A Few Crazy Beer Laws

Few Crazy Beer LawsForget about quota states and liquor control states: There are a few states with crazy beer laws. Depending on where you are, enjoying a cold one can be a challenge.

Residents of states with unusual beer laws have come to accept the eccentricities, but visitors and tourists can be driven… well, crazy by them. Two states with unusual beer laws also boast their share of tourists: Pennsylvania and Florida.

Pennsylvania Beer Laws

If you want to buy beer at a retail location in Pennsylvania, the first thing you need to determine is how much you want to buy. If you want to buy a case or a keg, you can stop by any beer distributor. These are privately owned and operated, and beer is the only alcohol not controlled by the state monopoly.

If you’re shopping for a party and want to get wine or spirits for attendees who may prefer those, plan to make two stops: one to the beer distributor and a second stop to one of the state-run Wine and Spirits Shoppes. If you party happens to be on a Sunday or holiday, don’t wait until that day to do your shopping. Only select Wine and Spirits Shoppes are open on Sundays, and until recently, beer distributors were not allowed to be open on Sundays. Not all beer distributors choose to sell on Sundays or holidays.
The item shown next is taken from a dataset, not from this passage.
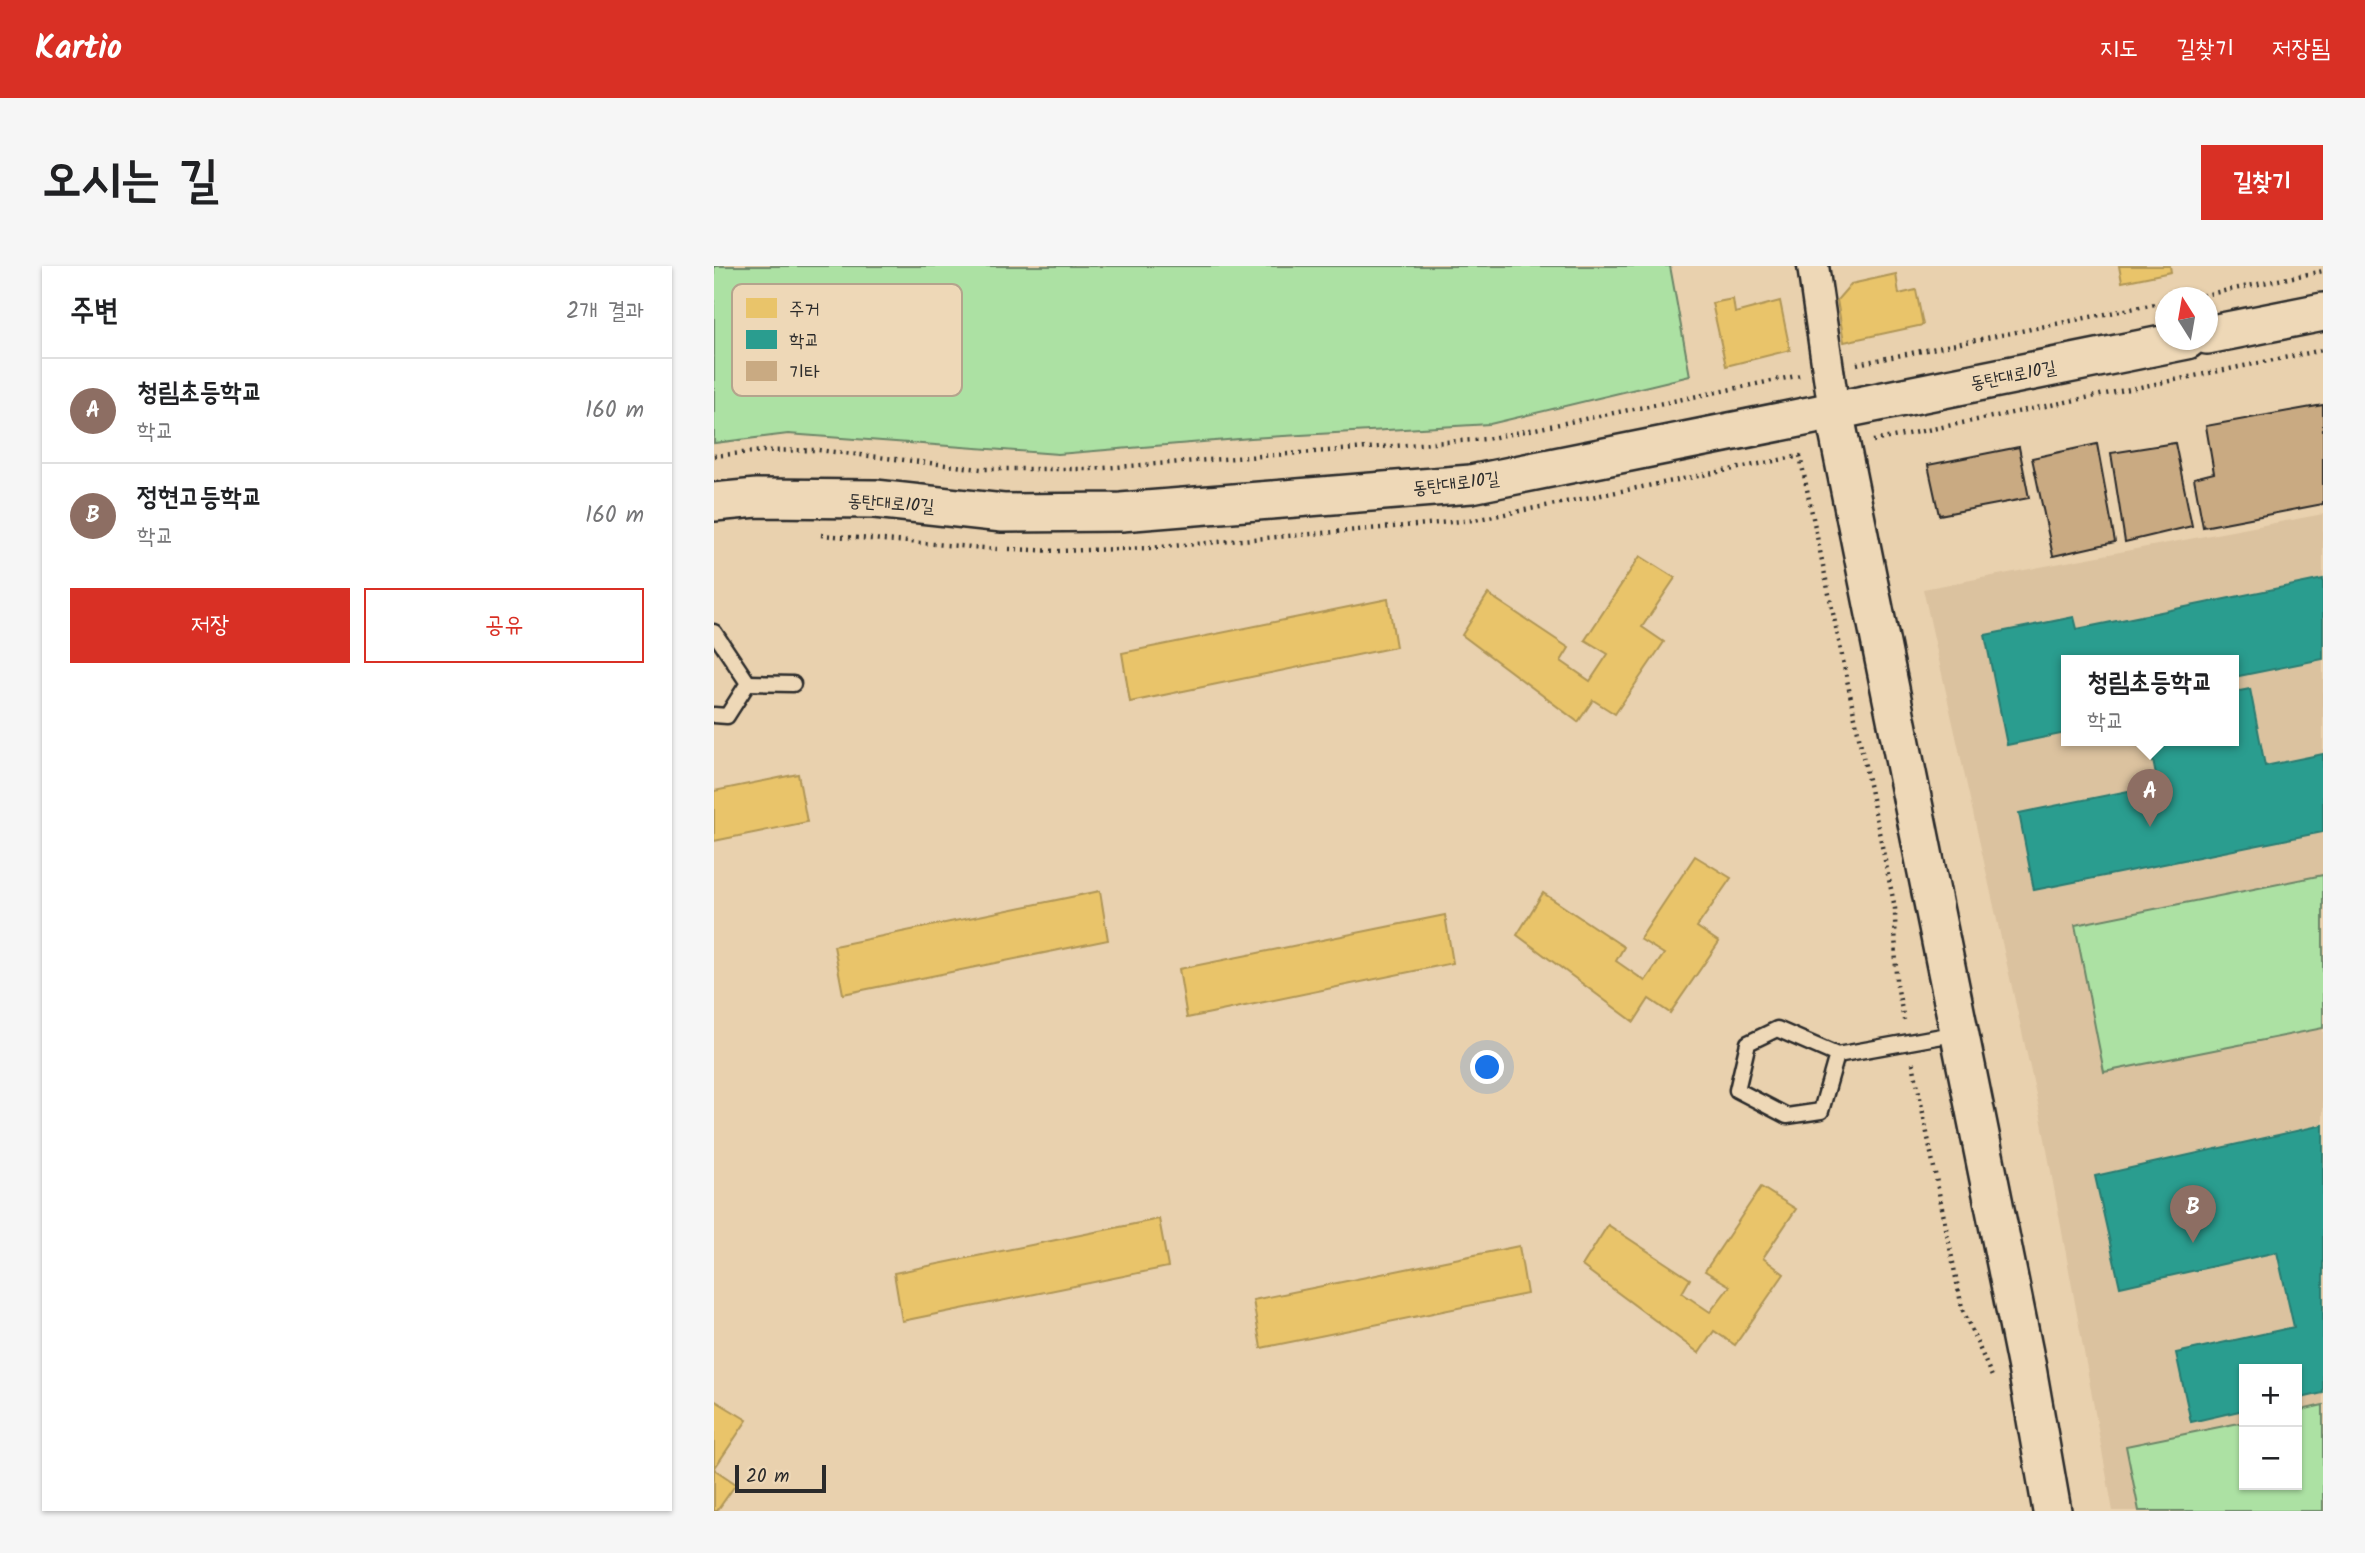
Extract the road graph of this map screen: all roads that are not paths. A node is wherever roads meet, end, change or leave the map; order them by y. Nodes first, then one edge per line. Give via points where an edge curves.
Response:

Want to buy smaller quantities of beer? Forget about the beer distributor. By law, those retails establishments cannot sell less than a case or a keg. To purchase a six pack or two, you’ll need to stop by some place that holds an Eating Place Retail license, like a deli or bar. These establishments typically have more extended hours of operation than beer distributors; however, they’re limited to the amount they can sell. That limit is 192 ounces per purchase.

Beer Sale Limitations in Florida

Florida is another state with a huge influx of visitors and is also a state with some unusual laws regarding the amount of beer you can purchase. Jim Saksa notes in “Rum Deal: Counting up all the ways America’s booze laws are terrible” that the 64-ounce growler is illegal in Florida, along with Idaho and Mississippi.

When investigating the reason for this restriction: According to liquor law expert and attorney, Trevor Brewer, “Miller Brewing upset the Florida legislators by opening its new beer-flavored carbonated drink factory in Georgia instead of the Sunshine State. At the time, Miller was heavily promoting its 7-ounce pony bottles, so Florida banned the sale of bottles and cans in sizes other than 12, 24, and 32 ounces. In 2001, that law was amended to allow any container 32 ounces or smaller, or 128 ounces or bigger.”

Those size restrictions leave craft brew lovers with their growlers left holding the proverbial bag, make that bottle… and it’s empty.

If you’re considering operating a retail establishment for alcohol sales, there are plenty of laws with which you need to be familiar, and yes, a few states have some crazy beer laws and other regulations regarding alcohol sales.